Records supplied START

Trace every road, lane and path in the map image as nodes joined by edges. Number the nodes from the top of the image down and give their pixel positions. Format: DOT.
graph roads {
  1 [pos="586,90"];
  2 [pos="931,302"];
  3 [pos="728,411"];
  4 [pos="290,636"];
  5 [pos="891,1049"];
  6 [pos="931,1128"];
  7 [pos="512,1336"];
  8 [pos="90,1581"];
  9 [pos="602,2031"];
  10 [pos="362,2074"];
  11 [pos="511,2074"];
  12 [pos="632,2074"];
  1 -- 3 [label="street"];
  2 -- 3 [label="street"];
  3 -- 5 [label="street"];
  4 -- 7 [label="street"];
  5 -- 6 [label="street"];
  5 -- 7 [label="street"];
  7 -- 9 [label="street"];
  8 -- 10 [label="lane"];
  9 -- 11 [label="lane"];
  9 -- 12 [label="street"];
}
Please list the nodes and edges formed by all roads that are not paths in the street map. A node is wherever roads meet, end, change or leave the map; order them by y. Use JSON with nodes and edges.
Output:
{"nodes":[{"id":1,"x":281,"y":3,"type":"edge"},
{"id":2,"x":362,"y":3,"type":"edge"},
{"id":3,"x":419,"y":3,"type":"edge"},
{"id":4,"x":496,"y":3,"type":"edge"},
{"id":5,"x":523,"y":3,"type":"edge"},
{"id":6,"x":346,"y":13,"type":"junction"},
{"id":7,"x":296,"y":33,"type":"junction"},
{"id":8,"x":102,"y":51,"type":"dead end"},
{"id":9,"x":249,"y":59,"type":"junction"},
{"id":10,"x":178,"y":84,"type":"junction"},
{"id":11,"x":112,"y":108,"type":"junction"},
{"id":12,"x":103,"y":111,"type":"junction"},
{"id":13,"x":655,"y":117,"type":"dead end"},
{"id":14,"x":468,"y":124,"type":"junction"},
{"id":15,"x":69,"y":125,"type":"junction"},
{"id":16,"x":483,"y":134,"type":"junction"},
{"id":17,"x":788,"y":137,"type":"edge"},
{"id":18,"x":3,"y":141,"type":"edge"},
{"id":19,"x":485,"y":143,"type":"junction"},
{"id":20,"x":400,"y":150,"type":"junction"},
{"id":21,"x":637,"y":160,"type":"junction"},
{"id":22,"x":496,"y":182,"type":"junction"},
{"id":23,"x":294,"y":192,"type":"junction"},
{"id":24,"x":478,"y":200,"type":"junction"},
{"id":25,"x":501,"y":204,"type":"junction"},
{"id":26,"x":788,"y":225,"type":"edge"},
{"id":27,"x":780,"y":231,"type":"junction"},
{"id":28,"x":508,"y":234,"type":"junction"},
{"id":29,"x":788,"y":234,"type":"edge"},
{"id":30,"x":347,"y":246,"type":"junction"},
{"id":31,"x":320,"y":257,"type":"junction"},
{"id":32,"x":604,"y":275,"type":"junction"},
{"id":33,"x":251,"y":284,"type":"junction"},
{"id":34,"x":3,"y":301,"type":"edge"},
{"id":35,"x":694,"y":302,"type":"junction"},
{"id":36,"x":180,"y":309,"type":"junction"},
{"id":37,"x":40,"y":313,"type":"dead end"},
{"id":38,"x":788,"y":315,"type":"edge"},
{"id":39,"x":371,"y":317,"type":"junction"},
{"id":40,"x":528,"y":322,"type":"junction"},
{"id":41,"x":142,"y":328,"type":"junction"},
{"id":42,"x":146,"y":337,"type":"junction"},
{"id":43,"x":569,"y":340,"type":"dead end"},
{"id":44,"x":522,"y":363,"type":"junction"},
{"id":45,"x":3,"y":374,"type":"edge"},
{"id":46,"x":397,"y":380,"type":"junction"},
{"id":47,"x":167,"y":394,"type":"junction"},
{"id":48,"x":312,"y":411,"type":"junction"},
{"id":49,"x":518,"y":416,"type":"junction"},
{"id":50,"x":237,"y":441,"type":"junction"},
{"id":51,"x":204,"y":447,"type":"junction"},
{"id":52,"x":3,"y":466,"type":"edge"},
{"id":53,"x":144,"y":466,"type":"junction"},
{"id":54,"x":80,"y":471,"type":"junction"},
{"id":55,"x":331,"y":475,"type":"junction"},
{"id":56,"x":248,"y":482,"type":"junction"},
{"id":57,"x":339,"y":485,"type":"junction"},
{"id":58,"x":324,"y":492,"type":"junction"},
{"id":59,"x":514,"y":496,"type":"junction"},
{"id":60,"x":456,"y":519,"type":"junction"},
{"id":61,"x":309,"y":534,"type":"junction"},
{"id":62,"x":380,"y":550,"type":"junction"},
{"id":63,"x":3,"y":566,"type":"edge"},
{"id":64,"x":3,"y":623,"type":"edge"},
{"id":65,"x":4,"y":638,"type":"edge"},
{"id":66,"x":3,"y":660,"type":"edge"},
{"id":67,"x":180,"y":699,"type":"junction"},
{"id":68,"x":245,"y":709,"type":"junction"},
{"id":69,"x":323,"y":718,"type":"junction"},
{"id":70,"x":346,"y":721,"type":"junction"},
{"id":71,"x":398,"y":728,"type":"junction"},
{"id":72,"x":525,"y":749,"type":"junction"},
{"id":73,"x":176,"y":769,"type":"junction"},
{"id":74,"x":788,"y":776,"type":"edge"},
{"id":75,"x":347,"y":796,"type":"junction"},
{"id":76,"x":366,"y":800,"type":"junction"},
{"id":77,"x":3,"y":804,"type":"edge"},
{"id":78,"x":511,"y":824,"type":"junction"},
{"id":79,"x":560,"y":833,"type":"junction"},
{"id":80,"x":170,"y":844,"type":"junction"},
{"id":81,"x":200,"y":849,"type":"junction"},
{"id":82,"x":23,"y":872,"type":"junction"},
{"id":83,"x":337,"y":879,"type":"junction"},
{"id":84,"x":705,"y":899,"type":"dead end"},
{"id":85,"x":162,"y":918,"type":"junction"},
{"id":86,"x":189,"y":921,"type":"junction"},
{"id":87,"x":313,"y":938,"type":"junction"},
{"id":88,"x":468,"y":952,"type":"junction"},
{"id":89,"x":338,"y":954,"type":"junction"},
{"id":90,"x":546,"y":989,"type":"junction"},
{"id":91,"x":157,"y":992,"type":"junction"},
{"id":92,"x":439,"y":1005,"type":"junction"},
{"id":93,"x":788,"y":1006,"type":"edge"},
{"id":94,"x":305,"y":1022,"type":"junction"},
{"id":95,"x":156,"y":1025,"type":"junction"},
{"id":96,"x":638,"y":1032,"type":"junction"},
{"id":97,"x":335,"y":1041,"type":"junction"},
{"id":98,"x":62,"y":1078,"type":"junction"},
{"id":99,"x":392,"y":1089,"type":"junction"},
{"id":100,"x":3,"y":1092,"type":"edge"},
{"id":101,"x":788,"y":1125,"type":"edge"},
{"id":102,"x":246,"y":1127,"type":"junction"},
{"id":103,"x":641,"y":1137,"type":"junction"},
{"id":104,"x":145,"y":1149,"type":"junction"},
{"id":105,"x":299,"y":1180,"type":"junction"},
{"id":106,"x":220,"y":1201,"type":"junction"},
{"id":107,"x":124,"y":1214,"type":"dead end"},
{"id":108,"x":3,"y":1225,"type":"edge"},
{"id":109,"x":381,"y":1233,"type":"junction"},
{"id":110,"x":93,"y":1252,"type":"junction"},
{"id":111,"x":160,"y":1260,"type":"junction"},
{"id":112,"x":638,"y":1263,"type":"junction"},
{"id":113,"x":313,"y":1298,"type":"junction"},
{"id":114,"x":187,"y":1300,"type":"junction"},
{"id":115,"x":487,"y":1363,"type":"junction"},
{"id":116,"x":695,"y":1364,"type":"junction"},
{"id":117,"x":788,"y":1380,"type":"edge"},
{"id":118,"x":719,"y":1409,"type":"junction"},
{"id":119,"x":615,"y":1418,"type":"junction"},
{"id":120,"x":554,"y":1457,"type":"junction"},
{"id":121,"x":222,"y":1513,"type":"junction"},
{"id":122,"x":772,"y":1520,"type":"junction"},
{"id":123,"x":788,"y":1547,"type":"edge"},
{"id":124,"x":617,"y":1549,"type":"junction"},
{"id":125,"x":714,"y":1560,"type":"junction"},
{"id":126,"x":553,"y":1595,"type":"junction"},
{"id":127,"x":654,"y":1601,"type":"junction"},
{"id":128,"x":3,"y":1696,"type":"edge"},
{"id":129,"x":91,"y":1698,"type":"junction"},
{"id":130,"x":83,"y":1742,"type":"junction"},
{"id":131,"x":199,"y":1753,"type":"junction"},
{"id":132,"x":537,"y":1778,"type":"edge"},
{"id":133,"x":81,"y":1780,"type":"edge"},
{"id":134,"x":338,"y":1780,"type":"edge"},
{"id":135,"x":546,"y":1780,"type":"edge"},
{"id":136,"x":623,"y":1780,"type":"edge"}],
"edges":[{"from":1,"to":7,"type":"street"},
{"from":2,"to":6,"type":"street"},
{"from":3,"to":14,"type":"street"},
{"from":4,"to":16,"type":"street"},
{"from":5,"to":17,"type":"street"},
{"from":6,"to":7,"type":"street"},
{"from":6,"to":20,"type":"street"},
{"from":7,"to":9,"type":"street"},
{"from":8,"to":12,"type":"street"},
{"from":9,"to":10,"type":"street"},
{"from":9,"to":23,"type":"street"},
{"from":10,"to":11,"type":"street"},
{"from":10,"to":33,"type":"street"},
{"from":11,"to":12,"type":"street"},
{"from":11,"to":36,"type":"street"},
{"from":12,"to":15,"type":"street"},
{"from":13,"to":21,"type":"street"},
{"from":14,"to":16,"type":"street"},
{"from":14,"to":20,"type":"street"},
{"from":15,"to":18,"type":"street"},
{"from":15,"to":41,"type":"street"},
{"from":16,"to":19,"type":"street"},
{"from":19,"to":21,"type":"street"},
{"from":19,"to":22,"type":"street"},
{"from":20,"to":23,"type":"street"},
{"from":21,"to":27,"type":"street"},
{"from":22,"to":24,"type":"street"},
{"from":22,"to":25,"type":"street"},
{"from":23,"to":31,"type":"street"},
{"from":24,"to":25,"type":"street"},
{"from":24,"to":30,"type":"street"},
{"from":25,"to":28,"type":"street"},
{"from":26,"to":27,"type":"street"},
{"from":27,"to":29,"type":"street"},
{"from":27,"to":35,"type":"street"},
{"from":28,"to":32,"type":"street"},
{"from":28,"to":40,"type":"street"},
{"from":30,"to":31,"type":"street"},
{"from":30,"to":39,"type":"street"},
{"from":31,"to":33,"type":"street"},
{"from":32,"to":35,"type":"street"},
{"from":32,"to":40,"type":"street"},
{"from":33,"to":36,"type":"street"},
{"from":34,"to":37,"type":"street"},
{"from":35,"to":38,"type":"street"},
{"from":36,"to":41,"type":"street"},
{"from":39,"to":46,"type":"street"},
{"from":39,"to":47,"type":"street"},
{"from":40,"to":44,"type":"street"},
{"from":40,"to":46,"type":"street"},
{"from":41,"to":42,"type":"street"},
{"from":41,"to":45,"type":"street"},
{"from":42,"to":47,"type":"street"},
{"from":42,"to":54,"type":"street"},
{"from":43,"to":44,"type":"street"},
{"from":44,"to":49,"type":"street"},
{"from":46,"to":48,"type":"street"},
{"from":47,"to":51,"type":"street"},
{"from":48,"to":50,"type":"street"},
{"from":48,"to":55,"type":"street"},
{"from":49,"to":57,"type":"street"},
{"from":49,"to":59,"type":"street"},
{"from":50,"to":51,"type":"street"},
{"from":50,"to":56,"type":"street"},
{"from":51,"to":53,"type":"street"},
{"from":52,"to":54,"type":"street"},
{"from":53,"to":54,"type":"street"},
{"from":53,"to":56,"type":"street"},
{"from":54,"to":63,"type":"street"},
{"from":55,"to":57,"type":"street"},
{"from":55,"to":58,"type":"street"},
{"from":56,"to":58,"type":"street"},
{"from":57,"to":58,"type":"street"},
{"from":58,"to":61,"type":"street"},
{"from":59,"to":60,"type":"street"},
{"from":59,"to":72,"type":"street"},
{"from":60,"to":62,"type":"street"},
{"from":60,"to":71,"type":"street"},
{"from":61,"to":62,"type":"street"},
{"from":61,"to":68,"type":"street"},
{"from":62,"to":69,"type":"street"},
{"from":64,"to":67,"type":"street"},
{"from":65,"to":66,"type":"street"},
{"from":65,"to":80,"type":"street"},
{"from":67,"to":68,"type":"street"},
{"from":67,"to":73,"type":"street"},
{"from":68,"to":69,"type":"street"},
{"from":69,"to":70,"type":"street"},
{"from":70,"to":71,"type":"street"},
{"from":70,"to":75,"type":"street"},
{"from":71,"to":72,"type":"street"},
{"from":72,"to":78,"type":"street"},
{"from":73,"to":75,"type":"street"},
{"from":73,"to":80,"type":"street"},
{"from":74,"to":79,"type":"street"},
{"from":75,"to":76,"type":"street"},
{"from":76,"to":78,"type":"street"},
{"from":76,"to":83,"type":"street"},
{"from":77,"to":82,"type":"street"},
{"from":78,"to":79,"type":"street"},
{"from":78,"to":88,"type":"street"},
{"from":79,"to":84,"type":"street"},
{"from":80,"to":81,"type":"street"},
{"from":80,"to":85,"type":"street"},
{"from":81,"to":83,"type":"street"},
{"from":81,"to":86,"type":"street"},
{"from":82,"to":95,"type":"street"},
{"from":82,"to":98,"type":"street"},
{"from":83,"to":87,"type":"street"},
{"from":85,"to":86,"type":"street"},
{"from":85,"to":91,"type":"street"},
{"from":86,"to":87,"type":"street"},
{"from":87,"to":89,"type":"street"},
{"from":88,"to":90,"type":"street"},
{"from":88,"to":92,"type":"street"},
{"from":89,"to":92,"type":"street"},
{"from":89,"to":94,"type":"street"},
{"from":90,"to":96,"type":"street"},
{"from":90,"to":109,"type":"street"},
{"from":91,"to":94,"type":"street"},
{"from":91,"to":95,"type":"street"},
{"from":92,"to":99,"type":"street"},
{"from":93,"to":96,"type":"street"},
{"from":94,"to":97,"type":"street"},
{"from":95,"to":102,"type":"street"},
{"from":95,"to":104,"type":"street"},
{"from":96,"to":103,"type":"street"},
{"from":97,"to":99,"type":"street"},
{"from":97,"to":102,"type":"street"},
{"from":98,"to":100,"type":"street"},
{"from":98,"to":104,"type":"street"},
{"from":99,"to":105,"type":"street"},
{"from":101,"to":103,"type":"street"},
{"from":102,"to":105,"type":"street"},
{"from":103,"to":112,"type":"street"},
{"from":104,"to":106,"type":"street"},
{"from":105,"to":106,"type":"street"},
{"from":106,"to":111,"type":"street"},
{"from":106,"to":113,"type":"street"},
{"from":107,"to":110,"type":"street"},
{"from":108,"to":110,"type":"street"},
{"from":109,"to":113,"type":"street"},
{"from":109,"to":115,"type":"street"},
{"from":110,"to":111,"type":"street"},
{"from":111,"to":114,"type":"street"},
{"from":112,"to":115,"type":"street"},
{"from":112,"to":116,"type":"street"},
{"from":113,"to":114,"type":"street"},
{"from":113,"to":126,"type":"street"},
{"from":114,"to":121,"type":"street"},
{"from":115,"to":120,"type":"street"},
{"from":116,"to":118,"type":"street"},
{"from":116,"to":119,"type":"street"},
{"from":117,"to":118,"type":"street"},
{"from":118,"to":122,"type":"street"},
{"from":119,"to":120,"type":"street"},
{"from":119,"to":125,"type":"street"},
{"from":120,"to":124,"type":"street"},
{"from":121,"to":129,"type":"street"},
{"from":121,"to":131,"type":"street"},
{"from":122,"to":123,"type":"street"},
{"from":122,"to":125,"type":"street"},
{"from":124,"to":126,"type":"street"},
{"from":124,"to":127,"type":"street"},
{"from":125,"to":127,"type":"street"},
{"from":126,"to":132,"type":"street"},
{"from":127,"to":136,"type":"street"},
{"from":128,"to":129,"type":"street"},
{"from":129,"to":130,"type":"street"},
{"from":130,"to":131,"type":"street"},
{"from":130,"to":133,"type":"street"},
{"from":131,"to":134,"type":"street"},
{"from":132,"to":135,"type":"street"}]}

Records supplied END

__Assignment__:
In the entries above, copy each line that contains the string "label".

__Task result__:
  1 -- 3 [label="street"];
  2 -- 3 [label="street"];
  3 -- 5 [label="street"];
  4 -- 7 [label="street"];
  5 -- 6 [label="street"];
  5 -- 7 [label="street"];
  7 -- 9 [label="street"];
  8 -- 10 [label="lane"];
  9 -- 11 [label="lane"];
  9 -- 12 [label="street"];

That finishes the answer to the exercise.